Further study or research

  1. Factors that determine acceptance of available immunization services and vaccines in Maiduguri and environ need to be explored.
  2. Hindrances and militating conditions against constant vaccine supply and accessibility to facility based routine and emergency immunization services in this community need to be identified.22

Summary

The study was undertaken to conduct a community based house hold survey of Parents’ awareness of the benefits of child immunization in Maiduguri metropolitan City, Borno State, Nigeria. Massive supplemental immunization campaigns particularly targeting Polio plus other infectious diseases, Vitamin A deficiency and motivational extras, have been on-going in Nigeria especially the north for over a decade. Underpinning these specific and effective protection activities have been continuous ethno-religious controversy that seems to ensue from ignorance and misinformation of parents on the benefits of child immunization. The challenge that emerged therefore is to find out whether; Parents in Maiduguri have correct understanding of the benefits of child immunization?

The background of study area; the Metropolitan city of Maiduguri was moderately reviewed for clearer understanding of the scope of this research. The Epidemiological Triangle and Rosenstock and Becker’s Health-Belief Model were used as frame work for the study. The premises of informed consent of parents as ethical and legal requirements for delivery of health services to children including immunization makes the assessment of parents’ awareness towards the benefits of child immunization rationally sound and essential.23

When determined, the level of parents understanding could be a valuable tool for redesigning strategy for increasing the acceptance, utilization and coverage with immunization. Findings of this study can also be useful for general public health and child health care planning and delivery. Five sub-objectives were set and three Null hypotheses (Ho) were stated. Conceptual literatures reviewed covered child immunizations awareness, benefits, risks and sources of relevant information to parents on child specific protective measures. Peer reviewed publications of researches on parents’ perception, awareness; risks, education and sources of information on child immunization were also explored.
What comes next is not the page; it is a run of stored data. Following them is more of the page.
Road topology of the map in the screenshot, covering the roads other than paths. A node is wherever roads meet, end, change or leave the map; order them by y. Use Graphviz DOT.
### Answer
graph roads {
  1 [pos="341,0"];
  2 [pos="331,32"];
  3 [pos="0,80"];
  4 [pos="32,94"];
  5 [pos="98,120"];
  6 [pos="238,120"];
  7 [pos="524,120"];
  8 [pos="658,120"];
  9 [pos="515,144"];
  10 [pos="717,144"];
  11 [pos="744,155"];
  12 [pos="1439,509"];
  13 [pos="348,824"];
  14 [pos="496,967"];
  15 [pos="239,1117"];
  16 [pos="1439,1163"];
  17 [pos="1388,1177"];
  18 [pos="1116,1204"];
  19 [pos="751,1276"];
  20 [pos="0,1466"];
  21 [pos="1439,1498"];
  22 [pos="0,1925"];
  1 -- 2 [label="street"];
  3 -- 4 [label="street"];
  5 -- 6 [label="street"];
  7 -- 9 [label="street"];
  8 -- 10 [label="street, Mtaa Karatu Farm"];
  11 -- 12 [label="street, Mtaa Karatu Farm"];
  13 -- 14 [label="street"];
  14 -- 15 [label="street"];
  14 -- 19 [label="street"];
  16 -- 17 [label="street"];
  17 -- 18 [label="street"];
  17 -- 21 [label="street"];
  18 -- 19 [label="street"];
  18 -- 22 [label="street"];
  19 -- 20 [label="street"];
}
The sample is made up of six hundred (600) (male and female) parents having child aged five (5) years and below, who must be residents of Maiduguri. Settlement wards were clustered, House-holds were then systematically sampled while one out of eighty (1:80) individual adult male or female parents met in these premises filled in the questionnaires or were interviewed based on literacy levels.

The instrument for data collection is a modified Likert type Gains of Immunization Rating List (GIRL). Items on the list are dimensions of benefits of child immunization covering; child health, intellectual/academic, socio-economic, and family/community benefits of child immunization. Each item on the list is rated (1-4) strongly agree, agree, disagree and strongly disagree. The survey was conducted as a community-based cross sectional descriptive survey of House-holds. The ordinal data obtained was analyzed using SPSS Version 15.0.Ho were tested using chi (X2) square at 0.05 confidence interval and (n-1) degree of freedom. The generated Socio-demographic data is presented on simple tables of frequency and percentage, while other variables were tested using X2 and presented as same. It was found out in this study that all parents have reasonable knowledge of the importance of child immunization for their children. The various dimensions of child immunization benefits measured, had significant P values of not less than 73.891.

Conclusion

Parents in Maiduguri are significantly aware of benefits of child immunization and the risks of its lack. Sources of immunization information used in Maiduguri seem to be adequate. However, there is need for further research to determine specific factors that impinge on immunization services and facility utilization and acceptance in Maiduguri. Close look into and harnessing of ways suggested by parents could be more promising for improving local utilization of immunization services.

Acknowledgements

None.

Conflict of interest

The author declares no conflict of interest.